Supporters of “the box” deny the racial bias others claim is implicit in such questions.

“This isn’t about people of color,” argues Dan Gainor in a Fox News article. “This is about people of crime and keeping violent ex-cons away from unsuspecting college students.”

In response to such arguments, many “Ban the Box” supporters cite that the United States has 20% of the world’s prison population and only 5% of the world’s population, a clear indication that questions prompting information about criminal convictions affect a much wider range of Americans than many would believe. Within this prison population, there is a blatant racial disparity: people of color make up 37% of the U.S. population but 67% of the prison population.

“In light of the documented racial disparities and implicit bias evidenced at every stage of the criminal justice system—from referrals to arrests to convictions—it is especially troubling that this might serve as a barrier to higher education,” Brenda Shum, director of the new initiative at the Lawyers’ Committee for Civil Rights, said.

 

Sexual Assault and “The Box”

“As college students, we know that the box does not protect rapists from coming onto college campuses, so how much can a box really do?” SEMI member Lola Makombo ’20 said.

Makombo further explained that questions of what happens to people who are perpetrators of sexual assault and are allowed on campuses remain disputed within the “Ban the Box” campaign.

The Incarceration to Education Coalition (IEC), an NYU student group working to prevent discrimination against applicants with criminal histories, expands on how sexual assault factors into the debate.

“Recognizing that many people directly impacted by the punishment system are survivors of sexual assault themselves, we know these two issues will never be mutually exclusive,” they state on their website. “This is a difficult and complex issue for us and our community as a whole.”

 

Violence and “The Box”

One of the biggest cases that proponents of the “Ban the Box” movement point to in garnering support for their cause is recent research conducted by CCA. CCA has invalidated the assumption that there is a correlation between crime on campus and students with criminal histories.

Despite such conclusions, this past May, Maryland Governor Larry Hogan vetoed a college-application bill, which passed both of the Democratic-majority legislatures with bipartisan support, that would have halted inquiry into college applicants’ criminal histories.
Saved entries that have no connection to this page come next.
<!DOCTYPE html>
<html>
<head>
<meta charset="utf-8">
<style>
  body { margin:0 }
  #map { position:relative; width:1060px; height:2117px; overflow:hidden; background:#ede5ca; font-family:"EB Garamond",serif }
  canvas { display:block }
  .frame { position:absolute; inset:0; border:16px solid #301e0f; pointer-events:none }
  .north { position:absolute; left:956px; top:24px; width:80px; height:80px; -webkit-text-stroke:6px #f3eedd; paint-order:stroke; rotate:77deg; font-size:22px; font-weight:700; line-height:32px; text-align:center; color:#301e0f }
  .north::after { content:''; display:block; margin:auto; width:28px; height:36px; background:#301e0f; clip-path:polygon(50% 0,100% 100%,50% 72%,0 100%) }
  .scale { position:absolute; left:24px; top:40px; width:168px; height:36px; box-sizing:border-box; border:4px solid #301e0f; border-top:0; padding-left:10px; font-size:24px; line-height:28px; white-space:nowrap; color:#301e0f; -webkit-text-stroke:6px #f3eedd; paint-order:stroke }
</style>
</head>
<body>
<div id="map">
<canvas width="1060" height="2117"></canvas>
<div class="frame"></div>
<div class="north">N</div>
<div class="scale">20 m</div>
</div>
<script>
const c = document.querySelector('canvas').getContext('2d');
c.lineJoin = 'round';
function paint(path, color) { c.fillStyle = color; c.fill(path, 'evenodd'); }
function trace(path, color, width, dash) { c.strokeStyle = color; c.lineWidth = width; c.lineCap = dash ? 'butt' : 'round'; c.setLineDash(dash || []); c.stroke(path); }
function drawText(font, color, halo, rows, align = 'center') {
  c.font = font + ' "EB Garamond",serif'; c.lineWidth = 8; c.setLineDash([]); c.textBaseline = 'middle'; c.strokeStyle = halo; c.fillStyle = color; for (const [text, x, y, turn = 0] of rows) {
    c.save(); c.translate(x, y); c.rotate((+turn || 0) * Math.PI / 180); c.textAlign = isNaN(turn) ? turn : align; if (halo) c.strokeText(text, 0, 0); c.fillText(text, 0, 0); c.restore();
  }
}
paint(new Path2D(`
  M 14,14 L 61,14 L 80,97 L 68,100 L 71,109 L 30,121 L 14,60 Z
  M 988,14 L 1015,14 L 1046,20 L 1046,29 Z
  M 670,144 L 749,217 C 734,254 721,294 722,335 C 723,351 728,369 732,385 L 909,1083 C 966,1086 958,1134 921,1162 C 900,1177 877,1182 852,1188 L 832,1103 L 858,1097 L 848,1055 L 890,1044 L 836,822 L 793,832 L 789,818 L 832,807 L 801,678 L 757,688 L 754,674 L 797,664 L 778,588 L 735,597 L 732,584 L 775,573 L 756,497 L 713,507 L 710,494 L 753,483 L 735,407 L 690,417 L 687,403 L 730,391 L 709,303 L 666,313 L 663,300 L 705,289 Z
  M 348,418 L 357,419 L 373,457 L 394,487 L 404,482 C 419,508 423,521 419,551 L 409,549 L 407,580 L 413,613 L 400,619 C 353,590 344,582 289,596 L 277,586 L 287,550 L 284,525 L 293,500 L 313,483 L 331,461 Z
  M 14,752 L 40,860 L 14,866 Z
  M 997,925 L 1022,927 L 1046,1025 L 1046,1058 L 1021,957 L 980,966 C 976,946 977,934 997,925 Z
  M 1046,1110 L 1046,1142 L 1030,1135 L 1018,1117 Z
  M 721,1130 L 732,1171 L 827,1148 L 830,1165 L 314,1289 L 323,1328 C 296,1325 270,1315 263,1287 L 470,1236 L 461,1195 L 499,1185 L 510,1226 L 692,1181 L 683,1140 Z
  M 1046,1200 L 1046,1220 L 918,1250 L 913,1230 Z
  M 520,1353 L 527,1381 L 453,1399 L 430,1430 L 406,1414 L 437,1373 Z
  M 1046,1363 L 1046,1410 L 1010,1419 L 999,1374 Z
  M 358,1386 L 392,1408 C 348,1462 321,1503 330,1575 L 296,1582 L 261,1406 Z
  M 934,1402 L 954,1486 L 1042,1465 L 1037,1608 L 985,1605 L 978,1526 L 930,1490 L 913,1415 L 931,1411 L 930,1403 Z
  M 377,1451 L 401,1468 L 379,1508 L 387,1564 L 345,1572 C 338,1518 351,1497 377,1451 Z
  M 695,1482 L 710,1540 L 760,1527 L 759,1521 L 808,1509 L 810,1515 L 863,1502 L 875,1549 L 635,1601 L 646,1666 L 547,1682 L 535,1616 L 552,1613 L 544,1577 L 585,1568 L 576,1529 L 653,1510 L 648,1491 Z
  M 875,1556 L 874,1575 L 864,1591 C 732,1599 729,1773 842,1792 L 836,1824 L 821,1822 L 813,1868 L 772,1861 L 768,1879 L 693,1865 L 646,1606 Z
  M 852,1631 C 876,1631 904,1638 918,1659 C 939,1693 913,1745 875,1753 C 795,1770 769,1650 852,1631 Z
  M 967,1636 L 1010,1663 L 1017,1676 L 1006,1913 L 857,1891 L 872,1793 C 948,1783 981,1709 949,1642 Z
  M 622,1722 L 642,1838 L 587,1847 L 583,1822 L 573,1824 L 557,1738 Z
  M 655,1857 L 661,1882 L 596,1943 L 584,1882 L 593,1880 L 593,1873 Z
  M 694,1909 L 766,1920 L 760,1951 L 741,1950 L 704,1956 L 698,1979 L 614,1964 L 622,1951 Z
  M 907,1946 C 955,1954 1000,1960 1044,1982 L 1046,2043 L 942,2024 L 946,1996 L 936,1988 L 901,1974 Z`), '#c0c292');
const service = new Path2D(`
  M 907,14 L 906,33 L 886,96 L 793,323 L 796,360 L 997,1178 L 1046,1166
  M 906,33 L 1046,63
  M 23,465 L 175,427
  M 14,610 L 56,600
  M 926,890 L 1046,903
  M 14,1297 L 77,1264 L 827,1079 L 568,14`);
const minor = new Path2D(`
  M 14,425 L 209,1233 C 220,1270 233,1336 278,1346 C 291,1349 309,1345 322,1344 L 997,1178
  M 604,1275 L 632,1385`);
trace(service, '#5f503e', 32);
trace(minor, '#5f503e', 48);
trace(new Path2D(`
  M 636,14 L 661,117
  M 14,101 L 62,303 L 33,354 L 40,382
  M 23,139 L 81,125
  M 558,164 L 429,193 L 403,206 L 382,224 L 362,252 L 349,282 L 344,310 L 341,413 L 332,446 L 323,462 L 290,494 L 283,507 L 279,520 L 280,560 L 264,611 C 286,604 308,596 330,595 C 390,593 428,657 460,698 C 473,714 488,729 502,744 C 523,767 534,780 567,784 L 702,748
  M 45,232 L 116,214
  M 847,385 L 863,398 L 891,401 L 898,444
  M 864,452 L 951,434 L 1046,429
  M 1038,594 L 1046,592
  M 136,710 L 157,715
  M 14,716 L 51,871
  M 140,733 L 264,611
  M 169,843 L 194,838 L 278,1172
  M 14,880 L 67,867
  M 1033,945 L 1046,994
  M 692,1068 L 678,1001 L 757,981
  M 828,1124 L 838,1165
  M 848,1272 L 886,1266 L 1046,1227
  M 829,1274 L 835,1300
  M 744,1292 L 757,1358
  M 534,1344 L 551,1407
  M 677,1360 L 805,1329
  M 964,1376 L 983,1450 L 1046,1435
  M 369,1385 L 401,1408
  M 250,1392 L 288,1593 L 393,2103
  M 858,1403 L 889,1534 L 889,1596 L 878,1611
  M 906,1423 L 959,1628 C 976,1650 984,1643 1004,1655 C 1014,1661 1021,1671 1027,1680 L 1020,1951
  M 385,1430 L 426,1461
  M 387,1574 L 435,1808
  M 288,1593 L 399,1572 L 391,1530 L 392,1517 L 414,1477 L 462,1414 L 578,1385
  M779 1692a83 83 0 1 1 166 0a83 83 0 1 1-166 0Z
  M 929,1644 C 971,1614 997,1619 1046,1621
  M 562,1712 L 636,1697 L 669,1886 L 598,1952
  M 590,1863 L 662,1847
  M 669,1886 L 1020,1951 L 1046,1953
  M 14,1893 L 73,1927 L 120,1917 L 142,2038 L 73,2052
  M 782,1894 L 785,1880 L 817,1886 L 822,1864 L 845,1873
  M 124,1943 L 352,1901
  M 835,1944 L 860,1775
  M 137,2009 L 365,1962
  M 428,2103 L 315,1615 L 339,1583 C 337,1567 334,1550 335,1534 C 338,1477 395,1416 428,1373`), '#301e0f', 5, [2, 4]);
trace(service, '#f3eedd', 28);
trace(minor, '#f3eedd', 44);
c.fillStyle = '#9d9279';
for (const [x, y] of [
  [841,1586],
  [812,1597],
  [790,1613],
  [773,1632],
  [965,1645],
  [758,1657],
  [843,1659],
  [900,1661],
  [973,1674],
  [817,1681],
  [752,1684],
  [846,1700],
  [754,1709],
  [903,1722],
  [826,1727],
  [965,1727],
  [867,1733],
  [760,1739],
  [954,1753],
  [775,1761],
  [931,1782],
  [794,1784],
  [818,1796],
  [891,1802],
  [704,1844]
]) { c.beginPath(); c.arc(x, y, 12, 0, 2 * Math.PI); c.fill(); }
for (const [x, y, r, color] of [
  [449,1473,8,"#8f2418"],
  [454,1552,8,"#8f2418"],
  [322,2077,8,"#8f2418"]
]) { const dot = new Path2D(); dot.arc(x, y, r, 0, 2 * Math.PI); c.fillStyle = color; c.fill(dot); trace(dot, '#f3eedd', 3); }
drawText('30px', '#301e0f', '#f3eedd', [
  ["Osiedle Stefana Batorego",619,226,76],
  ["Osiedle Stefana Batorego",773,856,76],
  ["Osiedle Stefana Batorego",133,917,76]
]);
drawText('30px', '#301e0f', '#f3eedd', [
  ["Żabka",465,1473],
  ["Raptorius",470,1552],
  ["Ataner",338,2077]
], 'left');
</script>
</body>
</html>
“Most alarmingly, the legislation does little to differentiate between those with a violent felony, such as a sexual assault conviction, and those with a non-violent misdemeanor on their record,” Hogan wrote in his veto letter.
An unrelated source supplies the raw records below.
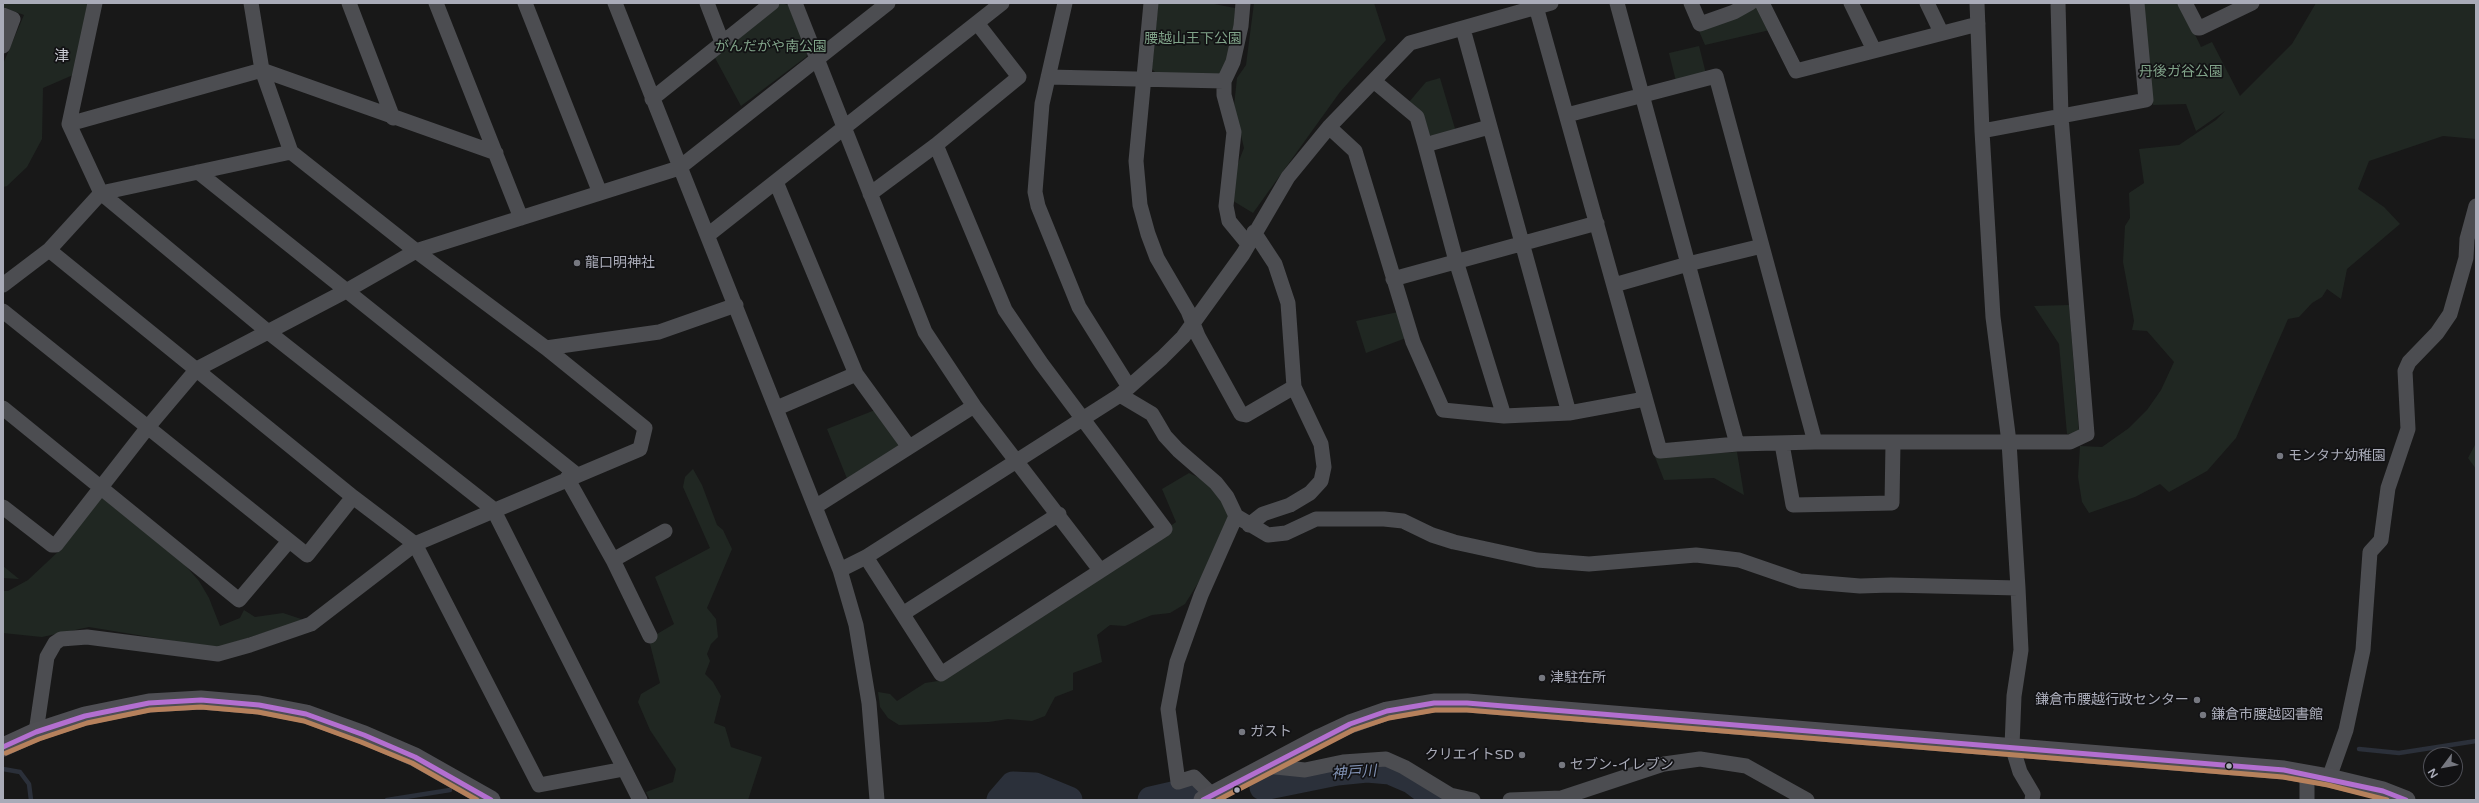 <!DOCTYPE html>
<html>
<head>
<meta charset="utf-8">
<style>
  body { margin:0 }
  #map { position:relative; width:2479px; height:803px; overflow:hidden; background:#181818; font-family:"Varela Round",sans-serif }
  canvas { display:block }
  .frame { position:absolute; inset:0; border:4px solid #a9abb8; pointer-events:none }
  .north { position:absolute; left:2423px; top:747px; width:40px; height:40px; box-sizing:border-box; background:#121214; border:1px solid #4e4f56; border-radius:50%; rotate:238deg; font-size:11px; font-weight:700; line-height:16px; text-align:center; color:#a9abb8 }
  .north::after { content:''; display:block; margin:auto; width:14px; height:18px; background:#767880; clip-path:polygon(50% 0,100% 100%,50% 72%,0 100%) }
</style>
</head>
<body>
<div id="map">
<canvas width="2479" height="803"></canvas>
<div class="frame"></div>
<div class="north">N</div>
</div>
<script>
const context = document.querySelector('canvas').getContext('2d');
context.lineJoin = 'round';
function paint(path, color) { context.fillStyle = color; context.fill(path, 'evenodd'); }
const toPath = rows => new Path2D(rows.map(r => 'M' + r).join(''));
function stroke(path, color, width, dash) { context.strokeStyle = color; context.lineWidth = width; context.lineCap = dash ? 'butt' : 'round'; context.setLineDash(dash || []); context.stroke(path); }
function label(font, color, halo, rows, align = 'center') {
  context.font = font + ' "Varela Round","Noto Sans JP",sans-serif'; context.lineWidth = 3.5; context.setLineDash([]); context.textBaseline = 'middle'; context.strokeStyle = halo; context.fillStyle = color; for (const [text, x, y, turn = 0] of rows) {
    context.save(); context.translate(x, y); context.rotate((+turn || 0) * Math.PI / 180); context.textAlign = isNaN(turn) ? turn : align; if (halo) context.strokeText(text, 0, 0); context.fillText(text, 0, 0); context.restore();
  }
}
paint(toPath([
  [3,3,91,3,73,75,43,88,42,139,27,167,7,186,3,187,3,64,24,15,3,7],
  [781,3,788,5,808,52,806,57,741,106,714,56],
  [1158,3,1209,3,1235,8,1234,36,1224,71,1219,76,1157,74,1152,69],
  [1254,3,1374,3,1386,40,1340,92,1253,213,1225,196,1244,148,1234,106,1237,78,1246,65],
  [2142,3,2180,3,2201,47,2212,42,2240,96,2292,44,2316,3,2476,3,2476,139,2443,136,2369,161,2358,189,2384,207,2400,224,2347,269,2341,299,2327,289,2322,297,2312,303,2299,317,2288,319,2236,438,2207,471,2169,492,2160,484,2135,497,2089,513,2082,502,2078,477,2080,446,2102,447,2129,428,2147,410,2161,390,2174,362,2147,331,2132,330,2134,321,2123,262,2125,226,2130,218,2129,193,2144,183,2139,149,2179,145,2216,120,2225,111,2196,131,2186,104,2153,105],
  [1754,6,1759,8,1770,30,1705,45,1699,31],
  [1699,46,1706,74,1676,81,1669,53],
  [1440,78,1456,132,1435,138,1428,134,1409,102,1426,82],
  [2069,305,2079,433,2067,434,2059,344,2034,306],
  [1398,312,1406,338,1366,353,1356,321],
  [875,410,900,446,848,481,827,429],
  [2476,443,2476,469,2468,458],
  [1737,452,1744,495,1714,478,1664,480,1655,457],
  [693,469,702,485,717,525,723,530,732,549,707,608,716,619,718,637,711,644,707,654,710,661,705,674,713,682,721,696,714,723,725,727,731,747,762,757,748,800,650,800,646,792,673,782,676,769,650,730,638,702,641,694,660,683,650,644,657,634,674,624,655,577,710,548,683,487,685,477],
  [1189,473,1225,490,1236,522,1185,604,1170,613,1152,615,1125,626,1110,625,1097,635,1102,662,1073,673,1073,690,1055,697,1045,716,1032,721,1008,719,989,722,899,725,888,718,880,707,878,692,890,694,897,701,925,683,938,681,1107,572,1176,522,1162,489],
  [101,498,108,498,168,546,199,581,209,598,220,626,240,618,244,610,255,617,283,613,304,620,216,648,89,627,42,637,3,633,3,591,8,591,28,580,61,549],
  [3,566,19,579,3,578]
]), '#202722');
stroke(toPath([
  [2359,749,2399,753,2476,741],
  [3,769,20,772,29,784,31,800],
  [387,800,450,790]
]), '#2b303a', 4.5);
stroke(toPath([
  [1263,787,1337,772,1367,769,1390,771,1411,780,1438,800],
  [1000,800,1013,785,1035,786,1069,800],
  [1151,800,1186,792]
]), '#2b303a', 27);
stroke(toPath([
  [95,3,69,124,101,193,267,331,493,509,640,800],
  [349,3,393,118],
  [436,3,521,218],
  [525,3,600,193],
  [615,3,840,570,856,625,869,703,877,800],
  [707,3,722,42],
  [795,3,925,332,974,406,1100,570],
  [1065,3,1042,104,1035,192,1038,206,1079,307,1129,387],
  [1151,3,1136,161,1140,205,1148,234,1157,258,1188,311,1198,336,1241,414,1246,415,1294,387],
  [1535,3,1660,451,1737,444,1815,442,2070,442,2087,434,2061,116,2058,3],
  [1617,3,1737,444],
  [1691,3,1700,24,1734,12,1750,3],
  [1762,3,1796,71,1978,24],
  [1851,3,1874,50],
  [1927,3,1941,32],
  [1977,3,1982,131,1993,317,2009,442,2018,588,2021,650,2014,696,2012,746,2020,772,2033,794,2032,800],
  [2185,3,2198,28,2200,28,2252,3],
  [3,15,13,19,3,46],
  [1463,29,1569,413],
  [1048,77,1224,81,1233,62,1241,26,1243,3],
  [1224,81,1224,95,1234,132,1226,206,1229,221,1248,244],
  [1375,82,1417,117,1425,145],
  [652,99,772,3],
  [1567,115,1716,76,1815,442],
  [69,124,262,70,496,153],
  [1329,127,1355,151,1413,342,1443,410,1504,416,1569,413,1645,399],
  [1489,127,1425,145,1456,261,1504,416],
  [1982,131,2146,100,2137,3],
  [198,172,576,474],
  [776,182,856,374,909,447],
  [870,194,936,145,1019,77,977,23],
  [708,235,1002,3],
  [49,250,353,497,415,544,539,785,624,769],
  [1393,279,1597,223],
  [3,285,49,250,101,193,291,152],
  [1614,285,1688,264,1762,246],
  [3,311,307,555,353,497],
  [546,348,659,332,736,305],
  [1120,395,1152,414,1165,436,1178,450,1216,483,1227,497,1236,516,1268,535,1286,533,1316,519,1384,519,1403,521,1432,535,1454,542,1537,560,1589,564,1696,555,1739,560,1800,581,1860,586,1891,585,2018,588],
  [3,408,239,600,289,541],
  [777,408,856,374],
  [1782,444,1793,505,1892,503,1893,443],
  [567,478,613,560,650,636],
  [3,507,52,545,56,545,148,427,197,369,346,291,416,251,679,168,888,3],
  [815,507,974,406],
  [1249,525,1263,514,1290,505,1310,493,1321,481,1324,467,1321,444,1294,387,1288,303,1275,264,1254,232],
  [866,557,941,674,1165,529,1041,363,1005,310,936,145],
  [613,560,665,531],
  [840,570,866,557,1120,395,1162,358,1183,337,1243,254,1288,177,1329,127,1410,43,1551,3],
  [904,613,1059,514],
  [36,732,47,657,55,643,61,639,87,637,218,654,250,645,311,624,415,544,640,449,645,428,546,348,416,251,291,152,262,70,251,3],
  [1266,766,1305,770,1343,762,1386,759,1404,767,1450,795,1473,800],
  [2307,774,2307,800],
  [2329,778,2346,730,2363,650,2370,552,2381,540,2388,488,2408,429,2405,371,2409,362,2437,333,2450,314,2466,258,2467,239,2476,206],
  [1212,795,1194,777,1178,782,1168,709,1177,662,1201,595,1236,516],
  [1510,800,1561,798,1664,764,1700,759,1746,766,1807,800]
]), '#4c4d51', 15);
stroke(toPath([
  [3,747,36,732,85,716,149,703,201,700,259,705,306,714,364,735,415,757,491,800],
  [1203,800,1320,738,1350,724,1387,711,1434,703,1467,703,2284,770,2329,778,2383,791,2406,800]
]), '#4e4e53', 19);
stroke(toPath([
  [3,747,36,732,85,716,149,703,201,700,259,705,306,714,364,735,415,757,491,800],
  [1203,800,1350,724,1387,711,1434,703,1467,703,2284,770,2383,791,2406,800]
]), '#b36fd0', 5);
stroke(toPath([
  [6,753,39,739,87,723,150,710,201,707,258,712,304,721,361,742,412,763,477,800],
  [1218,800,1353,730,1389,718,1435,710,1467,710,2283,777,2328,785,2387,800]
]), '#b6815c', 5);
for (const [x, y, r, color] of [
  [577,263,4,"#767880"],
  [2280,456,4,"#767880"],
  [1542,678,4,"#767880"],
  [2197,700,4,"#767880"],
  [2203,715,4,"#767880"],
  [1242,732,4,"#767880"],
  [1522,755,4,"#767880"],
  [1562,765,4,"#767880"],
  [2229,766,3.5,"#a9abb8"],
  [1237,790,3.5,"#a9abb8"]
]) { const dot = new Path2D(); dot.arc(x, y, r, 0, 2 * Math.PI); context.fillStyle = color; context.fill(dot); stroke(dot, '#121214', 1.5); }
label('14px', '#80a389', '#121214', [
  ["腰越山王下公園",1193,39],
  ["がんだがや南公園",771,47],
  ["丹後ガ谷公園",2181,72]
]);
label('14px', '#a9abb8', '#121214', [
  ["龍口明神社",585,263],
  ["モンタナ幼稚園",2288,456],
  ["津駐在所",1550,678],
  ["鎌倉市腰越行政センター",2189,700,"right"],
  ["鎌倉市腰越図書館",2211,715],
  ["ガスト",1250,732],
  ["クリエイトSD",1514,755,"right"],
  ["セブン-イレブン",1570,765]
], 'left');
label('15px', '#cacbd4', '#121214', [
  ["津",62,57]
]);
label('italic 15px', '#8091b3', '#121214', [
  ["神戸川",1354,773,-4]
]);
</script>
</body>
</html>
Yet, proponents of “Ban the Box” recognize that racial bias is still prevalent in the separation of these two categories.

“The distinction between violent and nonviolent crimes is often created in a discriminatory manner,” stated Woodbridge. “This further serves the racial discrimination inherent within the prison industrial system.”

The IEC concurred.

“Crimes are lumped together in either the ‘violent’ or ‘non-violent’ categories, without much acknowledgment for gradients, how events are misconstrued, and how hints or suggestions of violence are rearticulated and condemned as real acts of violence,” IEC explained. “The police and the injustice system are more likely to arrest and charge people of color for violent crimes than white folks.”

 

Legacy and “The Box”

“The teach-in is about the fundamental ideas about prison abolition and restorative justice, particularly looking at how we are all implicated in this system,” Woodbridge said, stressing education as crucial to the future of “Ban the Box.”

Although SEMI’s last teach-in was in 2015, members hope to bring back the forum in the near future.

“Education is a transformational thing,” Melanie Steinhardt, Senior Associate of Development at the College & Community Fellowship, which supports formerly incarcerated women, said. “And education is a human right. It should not be a privilege, and we should not be creating collateral consequences where after people have paid their debt to society, they are still held back by so many other factors just like this.”